-- EXCERPTED DATA follows --
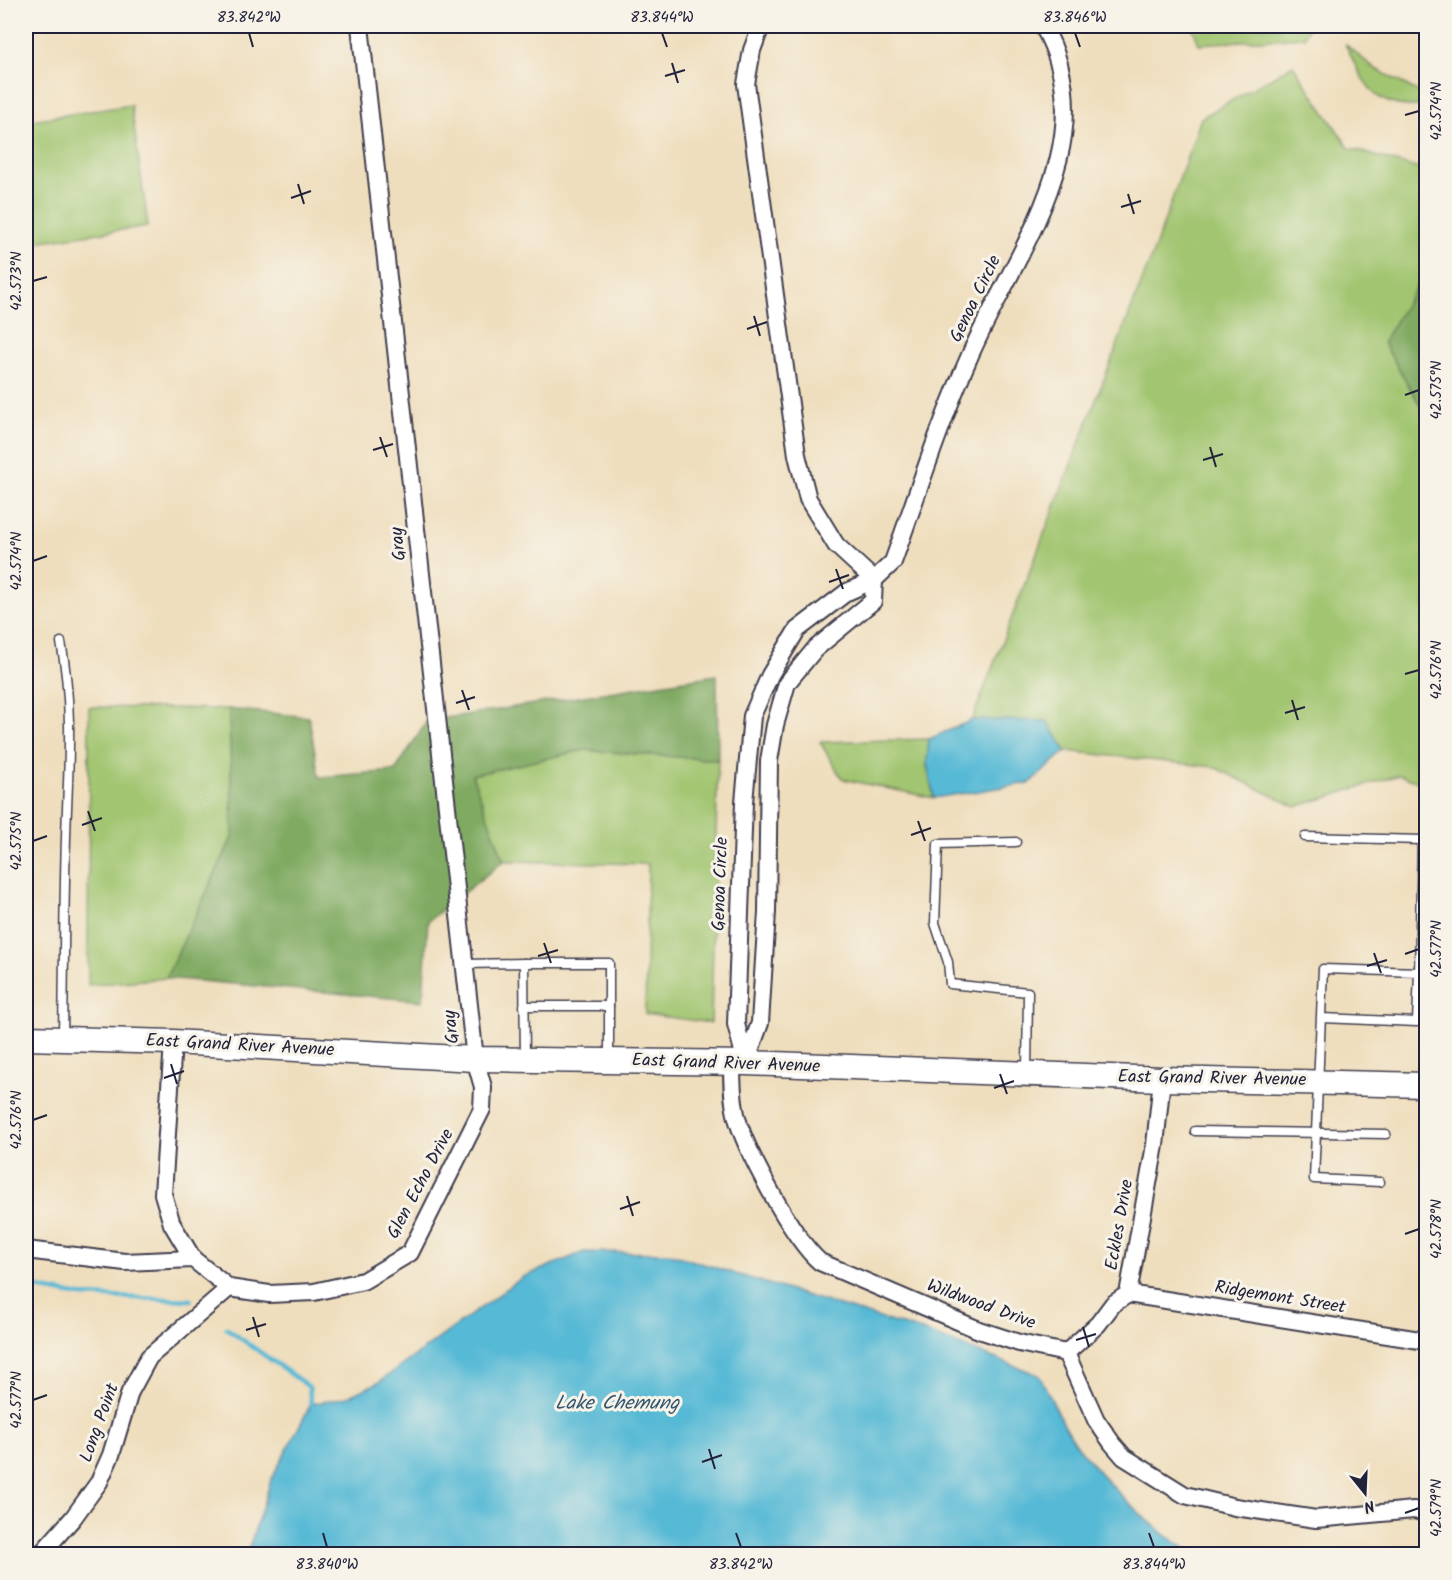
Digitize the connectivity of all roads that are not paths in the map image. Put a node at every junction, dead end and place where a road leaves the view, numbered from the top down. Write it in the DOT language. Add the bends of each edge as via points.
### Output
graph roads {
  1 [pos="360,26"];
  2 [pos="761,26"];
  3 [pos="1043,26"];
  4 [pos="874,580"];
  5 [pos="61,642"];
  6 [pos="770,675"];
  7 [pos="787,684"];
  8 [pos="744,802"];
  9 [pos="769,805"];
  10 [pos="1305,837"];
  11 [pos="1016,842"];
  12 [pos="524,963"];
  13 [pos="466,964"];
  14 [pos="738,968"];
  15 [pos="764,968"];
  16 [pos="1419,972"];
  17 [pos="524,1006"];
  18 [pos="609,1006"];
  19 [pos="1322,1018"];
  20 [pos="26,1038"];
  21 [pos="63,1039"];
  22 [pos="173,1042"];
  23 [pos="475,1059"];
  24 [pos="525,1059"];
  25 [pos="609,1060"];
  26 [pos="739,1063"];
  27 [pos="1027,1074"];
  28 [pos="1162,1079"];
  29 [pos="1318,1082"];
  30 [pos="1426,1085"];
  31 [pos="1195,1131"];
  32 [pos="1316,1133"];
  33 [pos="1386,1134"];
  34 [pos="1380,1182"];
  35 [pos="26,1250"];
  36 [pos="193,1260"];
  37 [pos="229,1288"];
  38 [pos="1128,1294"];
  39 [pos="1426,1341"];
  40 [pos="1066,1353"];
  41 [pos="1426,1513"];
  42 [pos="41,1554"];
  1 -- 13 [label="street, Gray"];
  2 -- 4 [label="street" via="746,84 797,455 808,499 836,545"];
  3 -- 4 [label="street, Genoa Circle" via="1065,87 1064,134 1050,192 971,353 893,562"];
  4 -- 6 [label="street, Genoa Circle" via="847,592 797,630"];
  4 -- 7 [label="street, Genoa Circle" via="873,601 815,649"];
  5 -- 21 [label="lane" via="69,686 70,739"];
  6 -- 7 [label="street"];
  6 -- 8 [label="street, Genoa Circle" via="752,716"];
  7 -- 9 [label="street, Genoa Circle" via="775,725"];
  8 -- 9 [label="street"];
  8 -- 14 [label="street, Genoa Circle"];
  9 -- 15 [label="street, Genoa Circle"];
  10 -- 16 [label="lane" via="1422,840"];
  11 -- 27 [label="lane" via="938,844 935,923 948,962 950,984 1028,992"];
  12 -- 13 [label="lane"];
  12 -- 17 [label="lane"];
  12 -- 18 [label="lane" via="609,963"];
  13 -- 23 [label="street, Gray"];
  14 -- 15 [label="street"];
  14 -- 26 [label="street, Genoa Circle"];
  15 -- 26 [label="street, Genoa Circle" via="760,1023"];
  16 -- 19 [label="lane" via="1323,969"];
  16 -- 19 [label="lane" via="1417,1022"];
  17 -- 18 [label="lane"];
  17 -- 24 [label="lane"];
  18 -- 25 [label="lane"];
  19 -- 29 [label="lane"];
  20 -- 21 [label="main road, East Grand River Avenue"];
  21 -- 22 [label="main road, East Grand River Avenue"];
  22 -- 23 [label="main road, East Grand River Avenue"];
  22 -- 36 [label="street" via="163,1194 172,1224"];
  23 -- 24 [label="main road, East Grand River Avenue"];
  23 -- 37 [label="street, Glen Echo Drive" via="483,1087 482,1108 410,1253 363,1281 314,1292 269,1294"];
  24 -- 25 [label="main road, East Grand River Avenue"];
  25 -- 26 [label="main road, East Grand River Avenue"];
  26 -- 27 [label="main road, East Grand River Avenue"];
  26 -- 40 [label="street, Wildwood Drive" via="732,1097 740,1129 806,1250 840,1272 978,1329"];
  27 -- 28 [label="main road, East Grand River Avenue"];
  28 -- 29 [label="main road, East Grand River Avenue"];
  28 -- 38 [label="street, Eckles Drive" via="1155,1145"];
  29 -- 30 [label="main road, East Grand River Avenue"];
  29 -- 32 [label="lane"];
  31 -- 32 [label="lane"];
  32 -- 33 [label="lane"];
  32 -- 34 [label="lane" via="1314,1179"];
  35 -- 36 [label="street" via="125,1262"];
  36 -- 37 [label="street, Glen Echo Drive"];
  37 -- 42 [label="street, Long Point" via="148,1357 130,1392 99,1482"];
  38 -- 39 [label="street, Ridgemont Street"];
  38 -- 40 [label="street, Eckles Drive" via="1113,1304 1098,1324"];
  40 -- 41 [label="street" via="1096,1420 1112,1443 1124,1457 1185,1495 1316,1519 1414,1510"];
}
-- EXCERPTED DATA concluded --
(EXERCISE OBJECTIVE) Return each full line of the entries that contains the word "Glen".

(REPLY)
  23 -- 37 [label="street, Glen Echo Drive" via="483,1087 482,1108 410,1253 363,1281 314,1292 269,1294"];
  36 -- 37 [label="street, Glen Echo Drive"];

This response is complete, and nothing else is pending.